Yellowstone: Volcanic Legacy

National Preparedness: Volcanoes
Volcano video
Earth Science Worksheet
Earth Science Lesson PlansStudent Adventures

Students will understand the following:
1. Scientists continuously gather and interpret data to understand and predict relationships among natural phenomena.
2. Volcanoes have occurred in many spots worldwide.
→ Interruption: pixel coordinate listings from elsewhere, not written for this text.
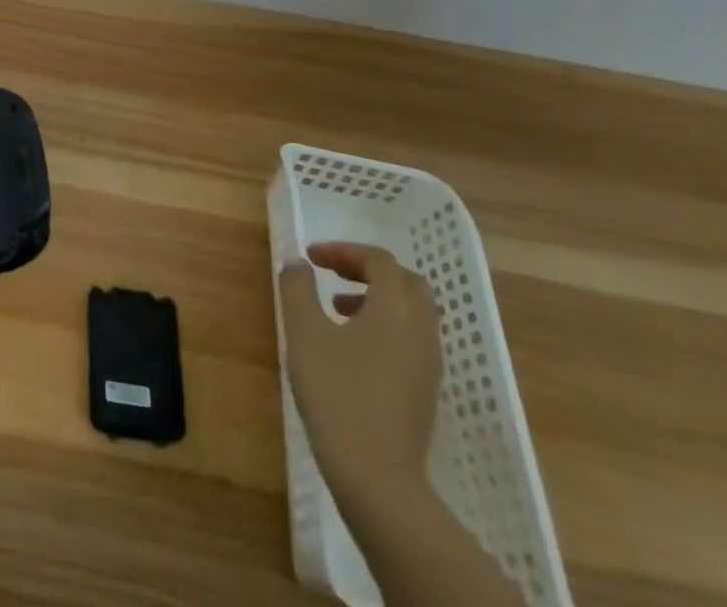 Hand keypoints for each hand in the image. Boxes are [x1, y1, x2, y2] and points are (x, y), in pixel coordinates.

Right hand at [278, 242, 441, 507]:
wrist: (376, 475)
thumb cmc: (336, 392)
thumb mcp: (304, 331)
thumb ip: (298, 288)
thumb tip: (299, 264)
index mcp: (396, 308)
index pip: (379, 261)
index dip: (344, 251)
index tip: (311, 257)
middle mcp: (421, 330)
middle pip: (406, 282)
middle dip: (367, 270)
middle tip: (332, 274)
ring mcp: (428, 364)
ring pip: (412, 312)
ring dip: (376, 298)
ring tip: (336, 308)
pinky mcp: (425, 390)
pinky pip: (411, 339)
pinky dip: (384, 325)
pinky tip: (351, 346) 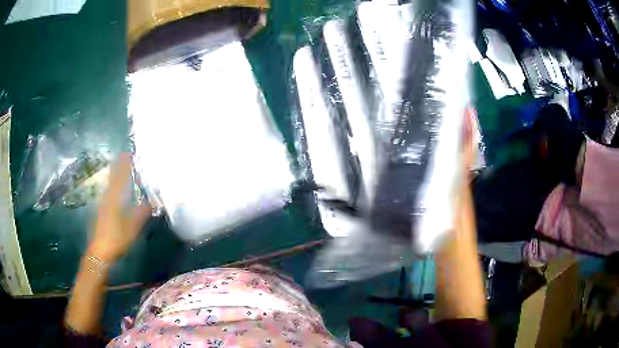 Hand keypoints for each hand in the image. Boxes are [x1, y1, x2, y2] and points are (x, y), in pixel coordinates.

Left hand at [87, 153, 150, 263]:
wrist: (99, 251)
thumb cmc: (116, 239)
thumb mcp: (132, 228)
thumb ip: (141, 213)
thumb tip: (151, 201)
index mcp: (115, 198)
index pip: (121, 176)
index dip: (125, 164)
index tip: (131, 153)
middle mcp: (107, 196)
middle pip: (113, 176)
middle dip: (119, 165)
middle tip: (126, 156)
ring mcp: (103, 202)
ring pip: (110, 183)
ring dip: (116, 173)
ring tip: (122, 167)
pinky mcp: (102, 209)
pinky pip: (109, 190)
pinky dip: (114, 183)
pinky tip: (116, 187) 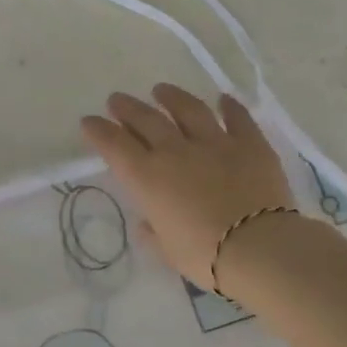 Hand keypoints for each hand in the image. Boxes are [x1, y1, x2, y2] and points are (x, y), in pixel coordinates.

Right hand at [80, 85, 296, 288]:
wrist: (257, 247)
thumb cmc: (205, 256)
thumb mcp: (169, 251)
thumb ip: (154, 233)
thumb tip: (147, 224)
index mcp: (148, 178)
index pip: (115, 146)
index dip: (99, 131)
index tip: (89, 122)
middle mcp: (176, 151)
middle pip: (147, 120)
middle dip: (128, 108)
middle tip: (117, 100)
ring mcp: (215, 142)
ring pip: (189, 109)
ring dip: (172, 97)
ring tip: (162, 90)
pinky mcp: (250, 143)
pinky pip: (238, 118)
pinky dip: (229, 107)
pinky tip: (224, 99)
For this lesson, you will need:
Printed reference sources about volcanoes
Computer with Internet access
Map of world

1. Introduce the concept that scientists continuously gather and interpret data to understand and predict relationships among natural phenomena. They want to figure out if a major event such as a volcano eruption in one area of the world might set off an eruption or so other phenomenon elsewhere in the world.
2. Assign groups of students to research information about each of the following volcanoes:
  • Etna, Italy
  • Lassen Peak, California
  • Mauna Loa, Hawaii
  • Paricutín, Mexico
  • Kelut, Indonesia
  • Helgafell, Iceland
  • Mount Saint Helens, Washington
  • Kilauea, Hawaii
  • Pinatubo, Philippines
  • Galeras, Colombia
Specifically, direct students to gather the following information:
  • Type of volcano
  • Date of most recent event
  • Casualties
  • Other measures of impact
  • Eruptive force
  • Magma composition (silica and water vapor)
3. Discuss with students where they can find the information they seek. That is, ask, “What kinds of print sources or Internet sites would help you?” Remind students that print sources tend to be more accurate than some electronic sites. Therefore, encourage students to verify on other Web sites and in print sources any information they pick up from one Web site.
4. The groups, working together, should plot the volcano locations on a world map.
5. Direct students to also design methods for summarizing the information they have gathered. What kind of presentation would be better than a prose paragraph of description?
6. Finally, have your students analyze the collection of data from all the groups. Ask them to determine if there are any inferences they can make about the relationships among volcanoes.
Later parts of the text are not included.